Files
swarm-zap/memory/2026-03-05.md
zap e7051a617f docs(council): add Flynn council pipeline fix plan
- 5-phase plan: config, structured output, bridge caps, E2E run, zap integration
- Work to happen on fix/council-pipeline branch in ~/flynn
- Goal: get Flynn's dual-council working so zap can delegate to it
2026-03-05 19:00:58 +00:00

3.6 KiB

2026-03-05

Council skill created and iterated

  • Built skills/council/ — multi-perspective advisory council using subagents.
  • Design decisions (agreed with Will):
    • Implemented as a skill (not standalone agents).
    • 3 advisors (Pragmatist, Visionary, Skeptic) + 1 Referee = 4 subagents total.
    • Referee is a separate subagent (not the session model) — can use a stronger model tier.
    • Default flow: Parallel + Synthesis.

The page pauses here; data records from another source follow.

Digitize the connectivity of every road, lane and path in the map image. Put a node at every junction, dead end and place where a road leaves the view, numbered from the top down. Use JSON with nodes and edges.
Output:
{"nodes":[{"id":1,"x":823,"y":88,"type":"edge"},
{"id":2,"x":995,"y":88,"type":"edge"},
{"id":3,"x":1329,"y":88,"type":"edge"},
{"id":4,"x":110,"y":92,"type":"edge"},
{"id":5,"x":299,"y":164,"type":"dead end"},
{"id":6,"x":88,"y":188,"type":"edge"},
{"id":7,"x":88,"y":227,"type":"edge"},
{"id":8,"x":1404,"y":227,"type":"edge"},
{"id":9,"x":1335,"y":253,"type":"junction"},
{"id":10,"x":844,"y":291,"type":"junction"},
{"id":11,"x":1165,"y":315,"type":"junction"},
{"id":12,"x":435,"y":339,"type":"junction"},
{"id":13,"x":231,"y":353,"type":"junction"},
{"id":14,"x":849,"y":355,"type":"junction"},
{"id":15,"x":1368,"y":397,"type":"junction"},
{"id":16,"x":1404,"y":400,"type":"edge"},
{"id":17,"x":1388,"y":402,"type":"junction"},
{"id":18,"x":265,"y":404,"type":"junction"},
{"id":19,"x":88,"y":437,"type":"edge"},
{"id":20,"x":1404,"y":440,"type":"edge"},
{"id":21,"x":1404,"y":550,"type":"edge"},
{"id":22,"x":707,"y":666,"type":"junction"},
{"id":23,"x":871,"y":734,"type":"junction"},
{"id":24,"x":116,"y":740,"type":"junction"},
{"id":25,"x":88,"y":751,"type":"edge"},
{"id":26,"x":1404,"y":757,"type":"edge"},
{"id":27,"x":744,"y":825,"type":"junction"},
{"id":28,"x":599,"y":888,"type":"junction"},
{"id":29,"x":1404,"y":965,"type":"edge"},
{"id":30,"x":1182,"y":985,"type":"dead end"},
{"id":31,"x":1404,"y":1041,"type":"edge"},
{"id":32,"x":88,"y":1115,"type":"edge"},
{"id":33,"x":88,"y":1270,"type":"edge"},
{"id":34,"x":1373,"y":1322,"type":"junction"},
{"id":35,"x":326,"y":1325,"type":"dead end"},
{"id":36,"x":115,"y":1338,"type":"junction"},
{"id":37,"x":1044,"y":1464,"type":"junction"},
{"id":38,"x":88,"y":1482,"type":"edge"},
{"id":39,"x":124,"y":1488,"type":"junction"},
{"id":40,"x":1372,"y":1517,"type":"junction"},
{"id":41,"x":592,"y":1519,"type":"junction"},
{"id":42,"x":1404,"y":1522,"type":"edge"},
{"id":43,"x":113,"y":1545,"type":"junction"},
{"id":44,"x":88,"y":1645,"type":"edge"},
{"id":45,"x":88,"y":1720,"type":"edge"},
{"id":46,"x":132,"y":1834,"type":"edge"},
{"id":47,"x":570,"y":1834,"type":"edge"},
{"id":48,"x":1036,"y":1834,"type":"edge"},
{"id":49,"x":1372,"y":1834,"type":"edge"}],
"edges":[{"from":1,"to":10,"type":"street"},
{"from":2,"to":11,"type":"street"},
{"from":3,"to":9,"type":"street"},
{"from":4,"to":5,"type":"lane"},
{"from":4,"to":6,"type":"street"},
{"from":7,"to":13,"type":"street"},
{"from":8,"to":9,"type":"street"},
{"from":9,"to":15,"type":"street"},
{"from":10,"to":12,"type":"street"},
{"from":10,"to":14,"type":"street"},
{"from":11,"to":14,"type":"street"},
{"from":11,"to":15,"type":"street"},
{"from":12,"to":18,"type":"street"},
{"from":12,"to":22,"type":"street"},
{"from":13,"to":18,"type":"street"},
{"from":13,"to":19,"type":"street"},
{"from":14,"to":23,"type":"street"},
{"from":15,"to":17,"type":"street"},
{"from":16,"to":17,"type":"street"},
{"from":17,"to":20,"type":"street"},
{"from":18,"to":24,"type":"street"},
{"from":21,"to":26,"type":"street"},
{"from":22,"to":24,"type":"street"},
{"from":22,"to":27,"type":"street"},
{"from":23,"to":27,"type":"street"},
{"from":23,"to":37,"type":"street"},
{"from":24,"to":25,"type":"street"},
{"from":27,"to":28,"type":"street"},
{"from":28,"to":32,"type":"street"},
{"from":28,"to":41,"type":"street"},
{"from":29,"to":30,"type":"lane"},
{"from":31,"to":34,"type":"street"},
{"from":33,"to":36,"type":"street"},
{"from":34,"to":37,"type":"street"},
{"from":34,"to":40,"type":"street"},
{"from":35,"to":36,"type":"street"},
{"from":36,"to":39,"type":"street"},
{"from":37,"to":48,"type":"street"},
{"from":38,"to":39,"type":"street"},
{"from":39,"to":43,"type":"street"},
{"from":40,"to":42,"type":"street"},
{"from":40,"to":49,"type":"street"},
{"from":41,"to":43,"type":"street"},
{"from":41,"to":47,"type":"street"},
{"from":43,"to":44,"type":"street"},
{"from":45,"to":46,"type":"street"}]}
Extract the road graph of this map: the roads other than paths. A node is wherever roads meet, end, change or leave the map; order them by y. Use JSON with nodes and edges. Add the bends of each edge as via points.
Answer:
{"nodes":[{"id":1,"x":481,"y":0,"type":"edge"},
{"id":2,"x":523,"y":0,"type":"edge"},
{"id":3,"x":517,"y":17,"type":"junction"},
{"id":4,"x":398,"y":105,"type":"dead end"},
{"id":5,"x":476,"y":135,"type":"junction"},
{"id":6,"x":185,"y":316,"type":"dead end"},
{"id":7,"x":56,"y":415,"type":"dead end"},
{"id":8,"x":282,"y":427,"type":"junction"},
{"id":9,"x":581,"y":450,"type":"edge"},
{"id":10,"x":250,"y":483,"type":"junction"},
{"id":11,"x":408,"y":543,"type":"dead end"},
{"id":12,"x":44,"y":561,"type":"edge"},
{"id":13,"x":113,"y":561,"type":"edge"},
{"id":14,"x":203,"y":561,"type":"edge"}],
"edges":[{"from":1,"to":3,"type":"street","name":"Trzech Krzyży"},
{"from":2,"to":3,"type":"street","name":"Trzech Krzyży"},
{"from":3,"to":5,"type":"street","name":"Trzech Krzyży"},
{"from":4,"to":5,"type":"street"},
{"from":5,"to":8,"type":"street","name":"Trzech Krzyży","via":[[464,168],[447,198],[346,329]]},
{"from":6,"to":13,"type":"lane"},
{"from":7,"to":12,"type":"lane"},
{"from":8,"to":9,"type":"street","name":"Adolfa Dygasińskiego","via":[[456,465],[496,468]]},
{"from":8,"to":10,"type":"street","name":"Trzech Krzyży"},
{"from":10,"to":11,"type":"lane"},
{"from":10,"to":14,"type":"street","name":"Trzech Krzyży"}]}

Sequential and Debate flows also available.
    • Final output includes individual advisor perspectives (collapsed/summarized) + referee verdict.
    • Model tier chosen per-invocation based on topic complexity.
  • Two live tests run:
    • Test 1: Parallel single-round on "Do LLM agents think?" — worked well.
    • Test 2: Parallel 3-round debate on same topic — richer output, positions evolved meaningfully across rounds.
  • Post-test iteration: updated skill with configurable parameters:
    • flow (parallel/sequential/debate), rounds (1-5), tier (light/medium/heavy)
    • Round-specific prompt templates (opening, rebuttal, final position)
    • Multi-round referee template that tracks position evolution
    • Word count guidance that decreases per round to control token cost
    • Subagent labeling convention: council-r{round}-{role}
  • Files: SKILL.md, references/prompts.md, scripts/council.sh (reference doc).
  • TODOs in memory/tasks.json:
    • Revisit advisor personality depth (richer backstories).
    • Revisit skill name ("council" is placeholder).
    • Experiment with different round counts and flows for optimal depth/cost tradeoffs.

Council experiments completed

  • Ran all 3 flow types on same topic ("Should AI assistants have persistent memory?"):
    1. Parallel 1-round (Experiment 1): Fast, clean, independent perspectives. 4 subagent calls, ~60k tokens.
    2. Sequential 1-round (Experiment 2): Tighter dialogue — later advisors build on earlier. 4 calls, ~55k tokens. Less redundancy.
    3. Debate/Parallel 3-round (Experiment 3): Richest output. Positions evolved significantly across rounds (Visionary backed off always-on, Skeptic softened on trajectory). 10 calls, ~130k tokens.
  • Key findings:
    • 3 rounds is the sweet spot for depth — positions converge by round 3.
    • Sequential is most token-efficient for focused topics.
    • Parallel 3-round is best depth-to-cost ratio for substantive topics.
    • Debate and parallel 3-round are mechanically identical — differ only in prompt tone.
  • Updated SKILL.md with experimental findings, recommended defaults by use case, cost profiles.
  • New TODOs added: unify debate/parallel flows, test 2-round sufficiency, test mixed model tiers.

Flynn council pipeline — fix plan written

  • Reviewed Flynn codebase (~/flynn/src/councils/): orchestrator, types, scaffold, preflight, tool all exist. Unit tests pass (mocked). Never run against real models.
  • Pipeline architecture: dual D/P groups (freethinker + arbiter + optional grounder each), bridge exchange between groups, meta arbiter merge, full trace/conversation logging.
  • Created memory/plans/flynn-council-fix.md — 5-phase plan:
    1. Config & agent setup (define 5 required agents in config)
    2. Structured output compatibility (JSON schema support varies by provider)
    3. Bridge & cap validation (defaults may be too tight for real output)
    4. End-to-end run with real models
    5. Integration with zap (CLI command or ACP agent)
  • Will wants to keep zap's "light" council skill AND have Flynn's deterministic pipeline available for delegation.
  • Work to happen on feature branch fix/council-pipeline.
  • Estimated effort: 1-2 focused sessions.